■ Entries provided:
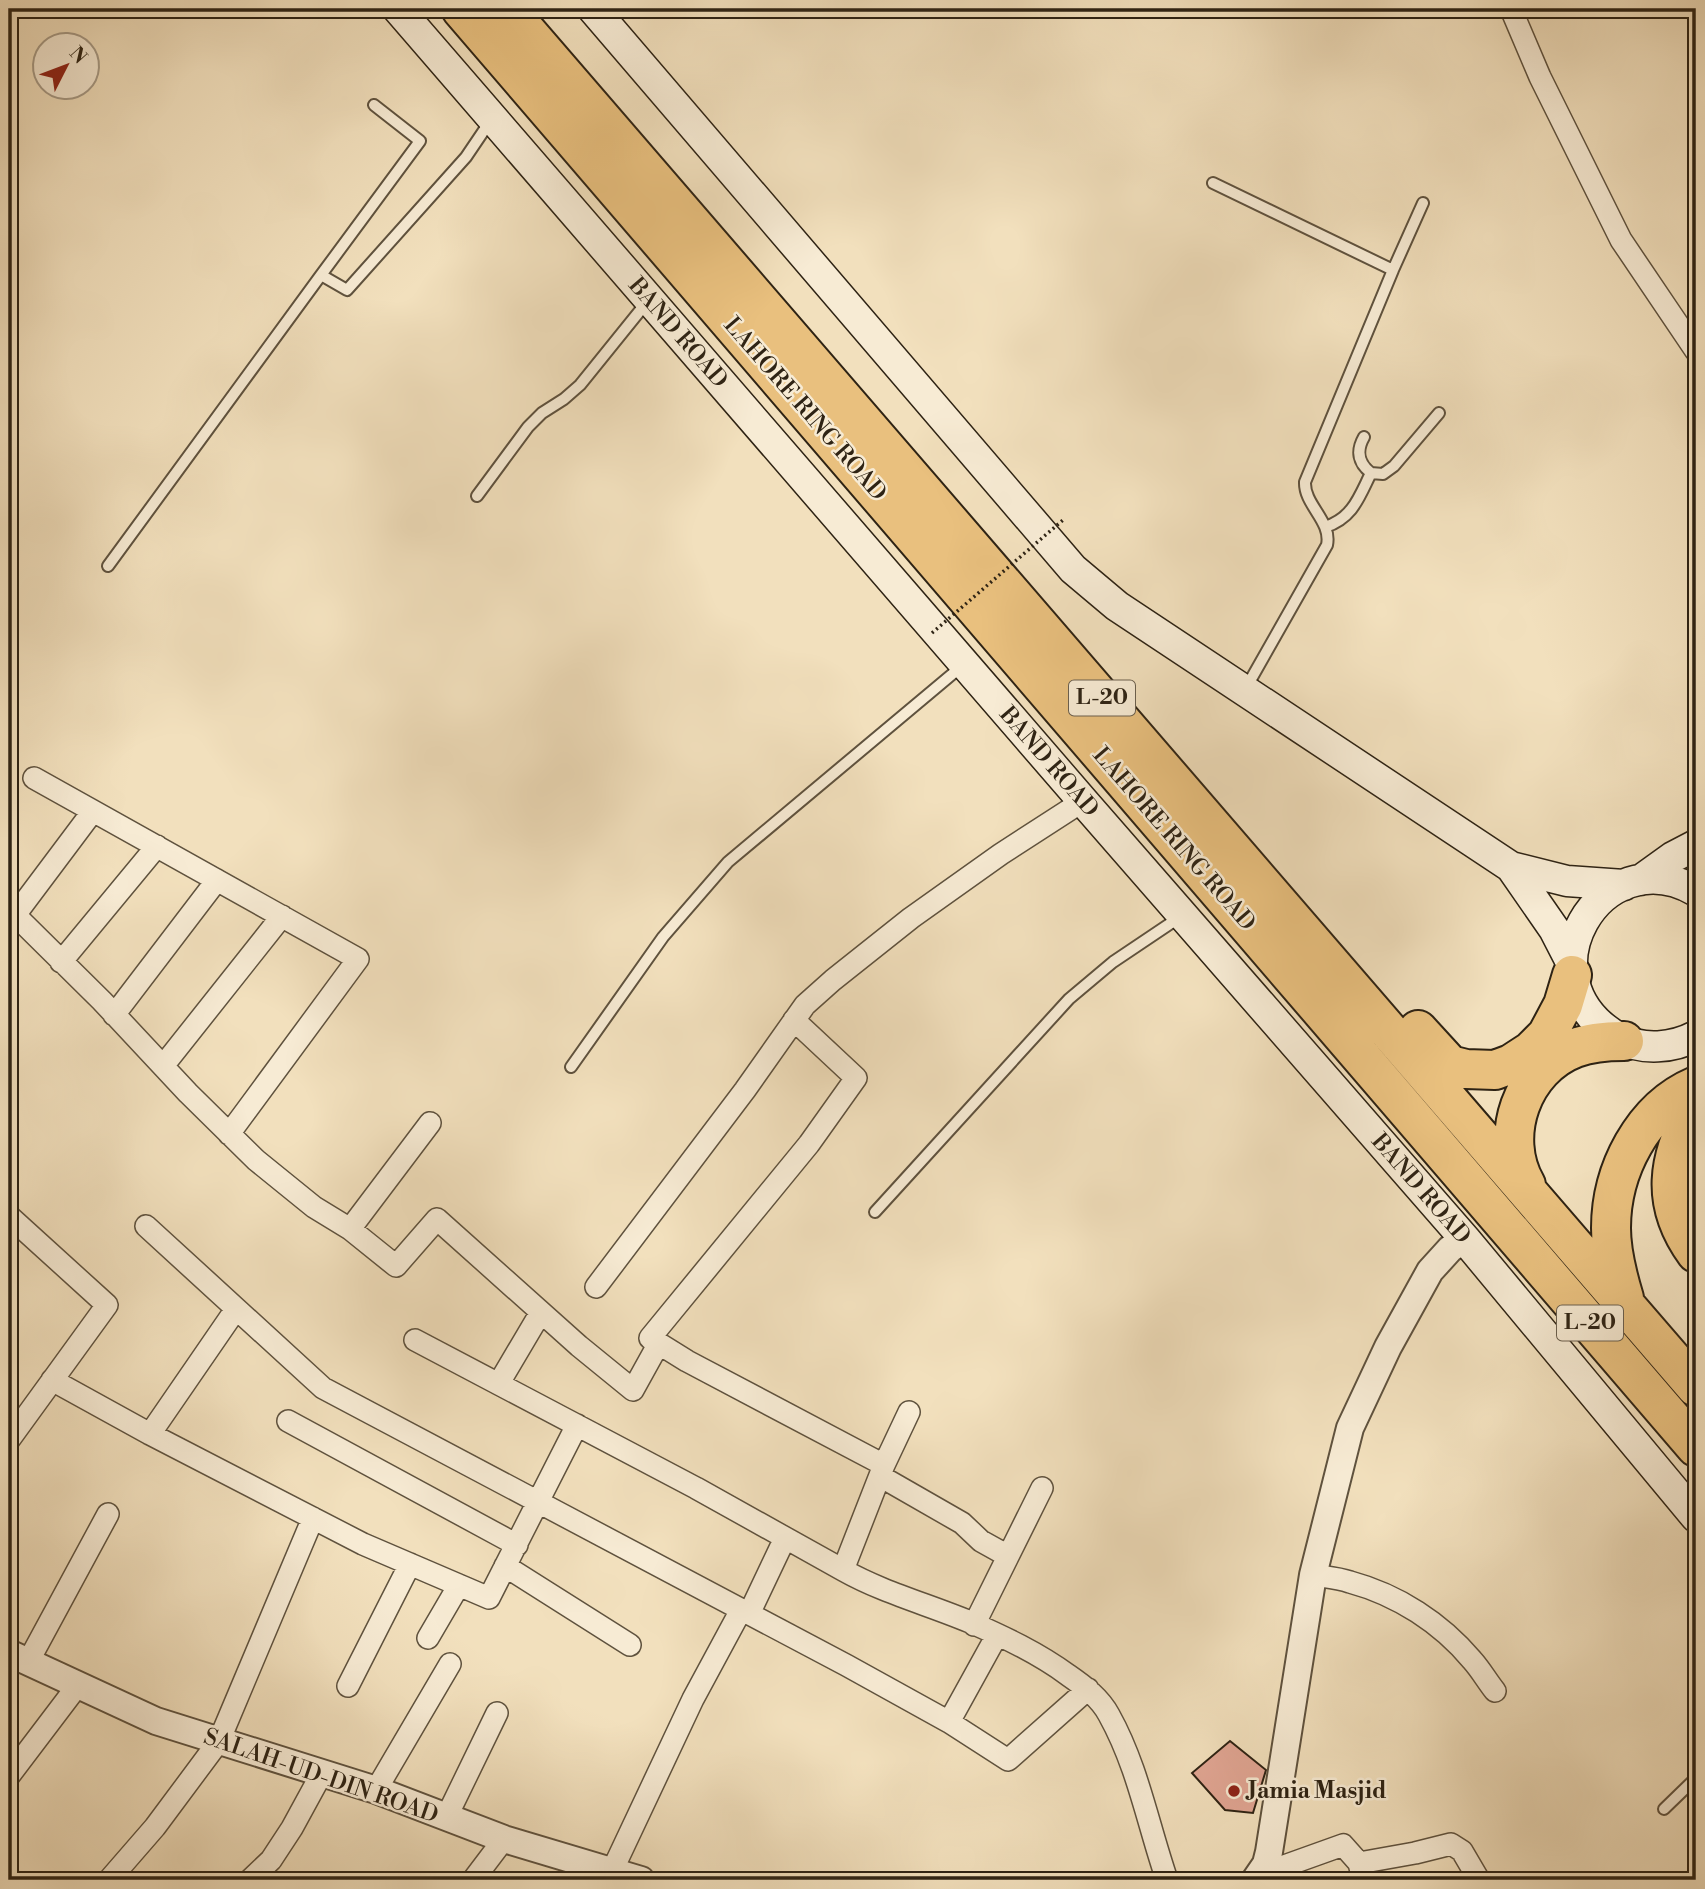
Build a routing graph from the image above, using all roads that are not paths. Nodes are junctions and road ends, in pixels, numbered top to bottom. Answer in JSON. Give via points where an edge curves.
{"nodes":[{"id":1,"x":398,"y":9,"type":"edge"},
{"id":2,"x":461,"y":9,"type":"edge"},
{"id":3,"x":508,"y":9,"type":"edge"},
{"id":4,"x":593,"y":9,"type":"edge"},
{"id":5,"x":1511,"y":9,"type":"edge"},
{"id":6,"x":374,"y":105,"type":"dead end"},
{"id":7,"x":493,"y":118,"type":"junction"},
{"id":8,"x":1213,"y":183,"type":"dead end"},
{"id":9,"x":1423,"y":203,"type":"dead end"},
{"id":10,"x":1393,"y":270,"type":"junction"},
{"id":11,"x":321,"y":275,"type":"junction"},
{"id":12,"x":649,"y":300,"type":"junction"},
{"id":13,"x":1696,"y":351,"type":"edge"},
{"id":14,"x":1439,"y":413,"type":"dead end"},
{"id":15,"x":1364,"y":437,"type":"dead end"},
{"id":16,"x":1371,"y":473,"type":"junction"},
{"id":17,"x":477,"y":496,"type":"dead end"},
{"id":18,"x":1325,"y":527,"type":"junction"},
{"id":19,"x":108,"y":566,"type":"dead end"},
{"id":20,"x":964,"y":664,"type":"junction"},
{"id":21,"x":1076,"y":667,"type":"junction"},
{"id":22,"x":1245,"y":691,"type":"junction"},
{"id":23,"x":34,"y":778,"type":"dead end"},
{"id":24,"x":1083,"y":801,"type":"junction"},
{"id":25,"x":93,"y":811,"type":"junction"},
{"id":26,"x":1696,"y":845,"type":"edge"},
{"id":27,"x":157,"y":846,"type":"junction"},
{"id":28,"x":1511,"y":867,"type":"junction"},
{"id":29,"x":217,"y":880,"type":"junction"},
{"id":30,"x":1632,"y":882,"type":"junction"},
{"id":31,"x":1696,"y":891,"type":"edge"},
{"id":32,"x":1182,"y":915,"type":"junction"},
{"id":33,"x":282,"y":916,"type":"junction"},
{"id":34,"x":12,"y":918,"type":"edge"},
{"id":35,"x":61,"y":962,"type":"junction"},
{"id":36,"x":1572,"y":968,"type":"junction"},
{"id":37,"x":114,"y":1015,"type":"junction"},
{"id":38,"x":794,"y":1020,"type":"junction"},
{"id":39,"x":1694,"y":1039,"type":"edge"},
{"id":40,"x":1624,"y":1041,"type":"junction"},
{"id":41,"x":163,"y":1066,"type":"junction"},
{"id":42,"x":571,"y":1067,"type":"dead end"},
{"id":43,"x":1696,"y":1086,"type":"edge"},
{"id":44,"x":1696,"y":1108,"type":"edge"},
{"id":45,"x":430,"y":1123,"type":"dead end"},
{"id":46,"x":229,"y":1133,"type":"junction"},
{"id":47,"x":1531,"y":1195,"type":"junction"},
{"id":48,"x":875,"y":1212,"type":"dead end"},
{"id":49,"x":9,"y":1216,"type":"edge"},
{"id":50,"x":146,"y":1226,"type":"dead end"},
{"id":51,"x":350,"y":1229,"type":"junction"},
{"id":52,"x":1465,"y":1239,"type":"junction"},
{"id":53,"x":1696,"y":1253,"type":"edge"},
{"id":54,"x":596,"y":1287,"type":"dead end"},
{"id":55,"x":1625,"y":1303,"type":"junction"},
{"id":56,"x":236,"y":1308,"type":"junction"},
{"id":57,"x":541,"y":1312,"type":"junction"},
{"id":58,"x":1602,"y":1337,"type":"junction"},
{"id":59,"x":415,"y":1340,"type":"dead end"},
{"id":60,"x":659,"y":1343,"type":"junction"},
{"id":61,"x":52,"y":1380,"type":"junction"},
{"id":62,"x":499,"y":1384,"type":"junction"},
{"id":63,"x":1696,"y":1387,"type":"edge"},
{"id":64,"x":909,"y":1412,"type":"dead end"},
{"id":65,"x":288,"y":1421,"type":"dead end"},
{"id":66,"x":577,"y":1425,"type":"junction"},
{"id":67,"x":150,"y":1434,"type":"junction"},
{"id":68,"x":9,"y":1440,"type":"edge"},
{"id":69,"x":1696,"y":1447,"type":"edge"},
{"id":70,"x":882,"y":1471,"type":"junction"},
{"id":71,"x":1696,"y":1477,"type":"edge"},
{"id":72,"x":1042,"y":1488,"type":"dead end"},
{"id":73,"x":538,"y":1503,"type":"junction"},
{"id":74,"x":108,"y":1514,"type":"dead end"},
{"id":75,"x":1696,"y":1517,"type":"edge"},
{"id":76,"x":313,"y":1518,"type":"junction"},
{"id":77,"x":785,"y":1538,"type":"junction"},
{"id":78,"x":517,"y":1545,"type":"junction"},
{"id":79,"x":1008,"y":1556,"type":"junction"},
{"id":80,"x":410,"y":1564,"type":"junction"},
{"id":81,"x":505,"y":1566,"type":"junction"},
{"id":82,"x":843,"y":1570,"type":"junction"},
{"id":83,"x":1313,"y":1575,"type":"junction"},
{"id":84,"x":459,"y":1585,"type":"junction"},
{"id":85,"x":745,"y":1612,"type":"junction"},
{"id":86,"x":974,"y":1625,"type":"junction"},
{"id":87,"x":997,"y":1635,"type":"junction"},
{"id":88,"x":428,"y":1638,"type":"dead end"},
{"id":89,"x":630,"y":1645,"type":"dead end"},
{"id":90,"x":18,"y":1657,"type":"edge"},
{"id":91,"x":450,"y":1664,"type":"dead end"},
{"id":92,"x":78,"y":1685,"type":"junction"},
{"id":93,"x":348,"y":1686,"type":"dead end"},
{"id":94,"x":1088,"y":1689,"type":"junction"},
{"id":95,"x":1494,"y":1691,"type":"dead end"},
{"id":96,"x":497,"y":1713,"type":"dead end"},
{"id":97,"x":949,"y":1721,"type":"junction"},
{"id":98,"x":219,"y":1741,"type":"junction"},
{"id":99,"x":322,"y":1773,"type":"junction"},
{"id":100,"x":9,"y":1776,"type":"edge"},
{"id":101,"x":1696,"y":1778,"type":"edge"},
{"id":102,"x":376,"y":1790,"type":"junction"},
{"id":103,"x":1664,"y":1809,"type":"dead end"},
{"id":104,"x":446,"y":1818,"type":"junction"},
{"id":105,"x":504,"y":1839,"type":"junction"},
{"id":106,"x":594,"y":1872,"type":"edge"},
{"id":107,"x":1261,"y":1872,"type":"edge"},
{"id":108,"x":1361,"y":1872,"type":"edge"},
{"id":109,"x":109,"y":1880,"type":"edge"},
{"id":110,"x":250,"y":1880,"type":"edge"},
{"id":111,"x":473,"y":1880,"type":"edge"},
{"id":112,"x":641,"y":1880,"type":"edge"},
{"id":113,"x":1167,"y":1880,"type":"edge"},
{"id":114,"x":1479,"y":1880,"type":"edge"}],
"edges":[{"from":1,"to":7,"type":"main road","name":"BAND ROAD"},
{"from":2,"to":58,"type":"highway","name":"LAHORE RING ROAD","number":"L-20"},
{"from":3,"to":21,"type":"highway","name":"LAHORE RING ROAD","number":"L-20"},
{"from":4,"to":22,"type":"main road","via":[[1073,569],[1117,606]]},
{"from":5,"to":13,"type":"street","via":[[1621,240]]},
{"from":6,"to":11,"type":"lane","via":[[420,141]]},
{"from":7,"to":11,"type":"lane","via":[[466,157],[348,290]]},
{"from":7,"to":12,"type":"main road","name":"BAND ROAD"},
{"from":8,"to":10,"type":"lane"},
{"from":9,"to":10,"type":"lane"},
{"from":10,"to":18,"type":"lane","via":[[1305,482]]},
{"from":11,"to":19,"type":"lane"},
{"from":12,"to":17,"type":"lane","via":[[580,385],[528,427]]},
{"from":12,"to":20,"type":"main road","name":"BAND ROAD"},
{"from":14,"to":16,"type":"lane","via":[[1394,466],[1383,474]]},
{"from":15,"to":16,"type":"lane","via":[[1359,455]]},
{"from":16,"to":18,"type":"lane","via":[[1352,510],[1338,523]]},
{"from":18,"to":22,"type":"lane","via":[[1326,545]]},
{"from":20,"to":24,"type":"main road","name":"BAND ROAD"},
{"from":20,"to":42,"type":"lane","via":[[728,862],[663,937]]},
{"from":21,"to":36,"type":"highway","via":[[1172,752],[1450,1065],[1495,1070],[1531,1051],[1558,1018]]},
{"from":21,"to":47,"type":"highway","name":"LAHORE RING ROAD","number":"L-20"},
{"from":22,"to":28,"type":"main road"},
{"from":23,"to":25,"type":"street"},
{"from":24,"to":32,"type":"main road","name":"BAND ROAD"},
{"from":24,"to":38,"type":"street","via":[[911,918],[833,980]]},
{"from":25,"to":27,"type":"street"},
{"from":25,"to":34,"type":"street"},
{"from":26,"to":30,"type":"main road"},
{"from":27,"to":29,"type":"street"},
{"from":27,"to":35,"type":"street"},
{"from":28,"to":30,"type":"main road","via":[[1567,881]]},
{"from":28,"to":36,"type":"main road","via":[[1554,929]]},
{"from":29,"to":33,"type":"street"},
{"from":29,"to":37,"type":"street"},
{"from":30,"to":31,"type":"main road","via":[[1664,879]]},
{"from":30,"to":36,"type":"main road","via":[[1602,897],[1586,915],[1575,938]]},
{"from":32,"to":48,"type":"lane","via":[[1069,999]]},
{"from":32,"to":52,"type":"main road","name":"BAND ROAD"},
{"from":33,"to":41,"type":"street"},
{"from":33,"to":46,"type":"street","via":[[358,959]]},
{"from":34,"to":35,"type":"street"},
{"from":35,"to":37,"type":"street"},
{"from":36,"to":40,"type":"main road","via":[[1578,996],[1590,1014]]},
{"from":37,"to":41,"type":"street"},
{"from":38,"to":54,"type":"street"},
{"from":38,"to":60,"type":"street","via":[[856,1078],[809,1144],[650,1338]]},
{"from":39,"to":40,"type":"main road","via":[[1656,1046]]},
{"from":40,"to":47,"type":"highway","via":[[1573,1048],[1533,1081],[1514,1129],[1522,1180]]},
{"from":41,"to":46,"type":"street"},
{"from":43,"to":55,"type":"highway","via":[[1673,1098],[1645,1127],[1616,1186],[1612,1251]]},
{"from":44,"to":53,"type":"highway","via":[[1674,1156],[1670,1183],[1676,1218]]},
{"from":45,"to":51,"type":"street"},
{"from":46,"to":51,"type":"street","via":[[314,1207]]},
{"from":47,"to":55,"type":"highway","name":"LAHORE RING ROAD","number":"L-20"},
{"from":49,"to":61,"type":"street","via":[[107,1305]]},
{"from":50,"to":56,"type":"street"},
{"from":51,"to":57,"type":"street","via":[[396,1266],[437,1219]]},
{"from":52,"to":75,"type":"main road","name":"BAND ROAD"},
{"from":52,"to":83,"type":"street","via":[[1430,1271],[1350,1427]]},
{"from":55,"to":63,"type":"highway","name":"LAHORE RING ROAD","number":"L-20"},
{"from":56,"to":67,"type":"street"},
{"from":56,"to":73,"type":"street","via":[[323,1388]]},
{"from":57,"to":60,"type":"street","via":[[633,1390]]},
{"from":57,"to":62,"type":"street"},
{"from":58,"to":69,"type":"highway","name":"LAHORE RING ROAD","number":"L-20"},
{"from":58,"to":71,"type":"highway","via":[[1653,1423]]},
{"from":59,"to":62,"type":"street"},
{"from":60,"to":70,"type":"street"},
{"from":61,"to":67,"type":"street"},
{"from":61,"to":68,"type":"street"},
{"from":62,"to":66,"type":"street"},
{"from":64,"to":70,"type":"street"},
{"from":65,"to":78,"type":"street"},
{"from":66,"to":73,"type":"street"},
{"from":66,"to":77,"type":"street"},
{"from":67,"to":76,"type":"street"},
{"from":70,"to":79,"type":"street"},
{"from":70,"to":82,"type":"street"},
{"from":72,"to":79,"type":"street"},
{"from":73,"to":78,"type":"street"},
{"from":73,"to":85,"type":"street"},
{"from":74,"to":90,"type":"street"},
{"from":76,"to":80,"type":"street"},
{"from":76,"to":98,"type":"street"},
{"from":77,"to":82,"type":"street"},
{"from":77,"to":85,"type":"street"},
{"from":78,"to":81,"type":"street"},
{"from":79,"to":86,"type":"street"},
{"from":80,"to":84,"type":"street"},
{"from":80,"to":93,"type":"street"},
{"from":81,"to":84,"type":"street","via":[[489,1598]]},
{"from":81,"to":89,"type":"street"},
{"from":82,"to":86,"type":"street"},
{"from":83,"to":95,"type":"street","via":[[1361,1585],[1418,1611],[1473,1661]]},
{"from":83,"to":107,"type":"street","via":[[1272,1840]]},
{"from":84,"to":88,"type":"street"},
{"from":85,"to":97,"type":"street"},
{"from":85,"to":106,"type":"street"},
{"from":86,"to":87,"type":"street"},
{"from":87,"to":94,"type":"street"},
{"from":87,"to":97,"type":"street"},
{"from":90,"to":92,"type":"street","name":"SALAH-UD-DIN ROAD"},
{"from":91,"to":102,"type":"street"},
{"from":92,"to":98,"type":"street","name":"SALAH-UD-DIN ROAD","via":[[156,1721]]},
{"from":92,"to":100,"type":"street"},
{"from":94,"to":97,"type":"street","via":[[1008,1760]]},
{"from":94,"to":113,"type":"street","via":[[1108,1712],[1125,1747]]},
{"from":96,"to":104,"type":"street"},
{"from":98,"to":99,"type":"street","name":"SALAH-UD-DIN ROAD"},
{"from":98,"to":109,"type":"street"},
{"from":99,"to":102,"type":"street","name":"SALAH-UD-DIN ROAD"},
{"from":99,"to":110,"type":"street","via":[[271,1860]]},
{"from":101,"to":103,"type":"lane"},
{"from":102,"to":104,"type":"street","name":"SALAH-UD-DIN ROAD"},
{"from":104,"to":105,"type":"street","name":"SALAH-UD-DIN ROAD"},
{"from":105,"to":106,"type":"street","name":"SALAH-UD-DIN ROAD"},
{"from":105,"to":111,"type":"street"},
{"from":106,"to":112,"type":"street","name":"SALAH-UD-DIN ROAD"},
{"from":107,"to":108,"type":"street","via":[[1343,1845]]},
{"from":108,"to":114,"type":"street","via":[[1451,1844],[1462,1851]]}]}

■ Task directions: Across all the entries above, how many lines have the word "RING" in them? Only the number, please.

■ Expected answer: 6